Laura Kipnis on the backlash to her earlier piece, in The Chronicle of Higher Education Chronicle Review illustration by Scott Seymour):
When I first heard that students at my university had staged a protest over an essay I’d written in The Chronicle Review about sexual politics on campus — and that they were carrying mattresses and pillows — I was a bit nonplussed. For one thing, mattresses had become a symbol of student-on-student sexual-assault allegations, and I’d been writing about the new consensual-relations codes governing professor-student dating. Also, I’d been writing as a feminist. And I hadn’t sexually assaulted anyone. The whole thing seemed symbolically incoherent.
According to our campus newspaper, the mattress-carriers were marching to the university president’s office with a petition demanding “a swift, official condemnation” of my article. One student said she’d had a “very visceral reaction” to the essay; another called it “terrifying.” I’d argued that the new codes infantilized students while vastly increasing the power of university administrators over all our lives, and here were students demanding to be protected by university higher-ups from the affront of someone’s ideas, which seemed to prove my point.
The president announced that he’d consider the petition.
Still, I assumed that academic freedom would prevail. I also sensed the students weren’t going to come off well in the court of public opinion, which proved to be the case; mocking tweets were soon pouring in. Marching against a published article wasn’t a good optic — it smacked of book burning, something Americans generally oppose. Indeed, I was getting a lot of love on social media from all ends of the political spectrum, though one of the anti-PC brigade did suggest that, as a leftist, I should realize these students were my own evil spawn. (Yes, I was spending a lot more time online than I should have.)

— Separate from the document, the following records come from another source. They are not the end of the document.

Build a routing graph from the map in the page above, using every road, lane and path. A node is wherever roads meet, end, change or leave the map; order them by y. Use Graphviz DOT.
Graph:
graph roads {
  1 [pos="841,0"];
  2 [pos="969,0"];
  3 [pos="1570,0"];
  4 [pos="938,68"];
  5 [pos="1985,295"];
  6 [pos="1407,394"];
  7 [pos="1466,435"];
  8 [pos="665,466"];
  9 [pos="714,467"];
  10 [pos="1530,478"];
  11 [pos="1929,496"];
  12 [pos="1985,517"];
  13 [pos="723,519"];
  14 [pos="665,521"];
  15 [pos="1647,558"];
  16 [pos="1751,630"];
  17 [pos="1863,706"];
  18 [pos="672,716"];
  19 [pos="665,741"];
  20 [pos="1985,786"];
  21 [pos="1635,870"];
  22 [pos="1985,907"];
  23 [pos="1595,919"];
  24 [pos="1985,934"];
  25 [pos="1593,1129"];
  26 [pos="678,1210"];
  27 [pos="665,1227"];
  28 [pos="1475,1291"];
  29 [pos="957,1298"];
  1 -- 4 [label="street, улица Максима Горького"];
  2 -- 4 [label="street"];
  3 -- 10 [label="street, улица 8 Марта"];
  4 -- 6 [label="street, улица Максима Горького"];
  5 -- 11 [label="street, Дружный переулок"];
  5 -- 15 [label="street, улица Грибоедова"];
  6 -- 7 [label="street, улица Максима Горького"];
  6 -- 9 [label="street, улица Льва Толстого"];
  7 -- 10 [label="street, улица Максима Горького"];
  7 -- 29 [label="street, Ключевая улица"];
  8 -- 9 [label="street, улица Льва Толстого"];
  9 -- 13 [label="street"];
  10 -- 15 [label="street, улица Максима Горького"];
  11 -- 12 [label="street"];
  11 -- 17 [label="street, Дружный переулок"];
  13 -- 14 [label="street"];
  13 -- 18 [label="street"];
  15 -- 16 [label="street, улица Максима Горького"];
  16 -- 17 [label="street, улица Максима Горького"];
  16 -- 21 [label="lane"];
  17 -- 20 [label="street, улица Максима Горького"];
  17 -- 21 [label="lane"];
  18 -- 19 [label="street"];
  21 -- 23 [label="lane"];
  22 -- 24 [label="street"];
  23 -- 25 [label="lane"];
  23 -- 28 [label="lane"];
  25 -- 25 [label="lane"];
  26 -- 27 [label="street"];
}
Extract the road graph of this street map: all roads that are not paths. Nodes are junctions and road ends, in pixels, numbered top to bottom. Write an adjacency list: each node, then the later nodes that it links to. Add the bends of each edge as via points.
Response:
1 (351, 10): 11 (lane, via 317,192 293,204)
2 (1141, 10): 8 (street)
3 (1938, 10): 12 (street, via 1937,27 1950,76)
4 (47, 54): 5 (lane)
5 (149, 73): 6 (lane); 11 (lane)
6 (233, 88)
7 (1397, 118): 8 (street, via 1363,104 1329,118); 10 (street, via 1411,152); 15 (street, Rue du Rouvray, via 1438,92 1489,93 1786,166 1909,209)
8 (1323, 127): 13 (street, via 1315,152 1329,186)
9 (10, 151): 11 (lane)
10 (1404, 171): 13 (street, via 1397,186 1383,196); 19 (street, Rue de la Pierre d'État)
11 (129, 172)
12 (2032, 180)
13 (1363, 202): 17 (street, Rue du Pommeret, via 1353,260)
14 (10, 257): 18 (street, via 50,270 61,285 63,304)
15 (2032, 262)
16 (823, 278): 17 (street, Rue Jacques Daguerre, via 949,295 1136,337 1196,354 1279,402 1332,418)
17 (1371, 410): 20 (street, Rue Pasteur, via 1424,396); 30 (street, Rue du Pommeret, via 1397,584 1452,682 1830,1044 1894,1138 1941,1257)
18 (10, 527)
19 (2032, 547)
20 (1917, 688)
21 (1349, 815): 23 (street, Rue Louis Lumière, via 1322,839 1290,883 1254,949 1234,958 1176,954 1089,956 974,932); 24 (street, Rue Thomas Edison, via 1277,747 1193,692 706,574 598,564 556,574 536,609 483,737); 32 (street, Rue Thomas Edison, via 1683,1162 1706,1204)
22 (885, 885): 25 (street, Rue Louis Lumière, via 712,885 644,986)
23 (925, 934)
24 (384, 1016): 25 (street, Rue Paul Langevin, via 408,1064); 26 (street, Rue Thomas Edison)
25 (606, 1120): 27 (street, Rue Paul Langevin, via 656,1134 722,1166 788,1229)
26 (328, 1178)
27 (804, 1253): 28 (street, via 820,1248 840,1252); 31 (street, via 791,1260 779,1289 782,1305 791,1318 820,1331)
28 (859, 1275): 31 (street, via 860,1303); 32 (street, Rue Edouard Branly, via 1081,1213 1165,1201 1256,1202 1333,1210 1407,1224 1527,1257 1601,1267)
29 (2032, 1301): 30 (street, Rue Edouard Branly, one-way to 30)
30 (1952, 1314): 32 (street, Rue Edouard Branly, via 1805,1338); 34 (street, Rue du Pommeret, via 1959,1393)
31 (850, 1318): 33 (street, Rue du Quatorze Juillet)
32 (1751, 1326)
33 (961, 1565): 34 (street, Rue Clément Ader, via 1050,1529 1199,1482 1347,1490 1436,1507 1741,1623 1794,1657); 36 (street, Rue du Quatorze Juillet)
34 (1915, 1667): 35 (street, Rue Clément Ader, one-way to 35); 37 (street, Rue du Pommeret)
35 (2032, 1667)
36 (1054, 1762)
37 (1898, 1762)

Being protested had its gratifying side — I soon realized that my writer friends were jealous that I’d gotten marched on and they hadn’t. I found myself shamelessly dropping it into conversation whenever possible. “Oh, students are marching against this thing I wrote,” I’d grimace, in response to anyone’s “How are you?” I briefly fantasized about running for the board of PEN, the international writers’ organization devoted to protecting free expression.
Things seemed less amusing when I received an email from my university’s Title IX coordinator informing me that two students had filed Title IX complaints against me on the basis of the essay and “subsequent public statements” (which turned out to be a tweet), and that the university would retain an outside investigator to handle the complaints.
I stared at the email, which was under-explanatory in the extreme. I was being charged with retaliation, it said, though it failed to explain how an essay that mentioned no one by name could be construed as retaliatory, or how a publication fell under the province of Title IX, which, as I understood it, dealt with sexual misconduct and gender discrimination.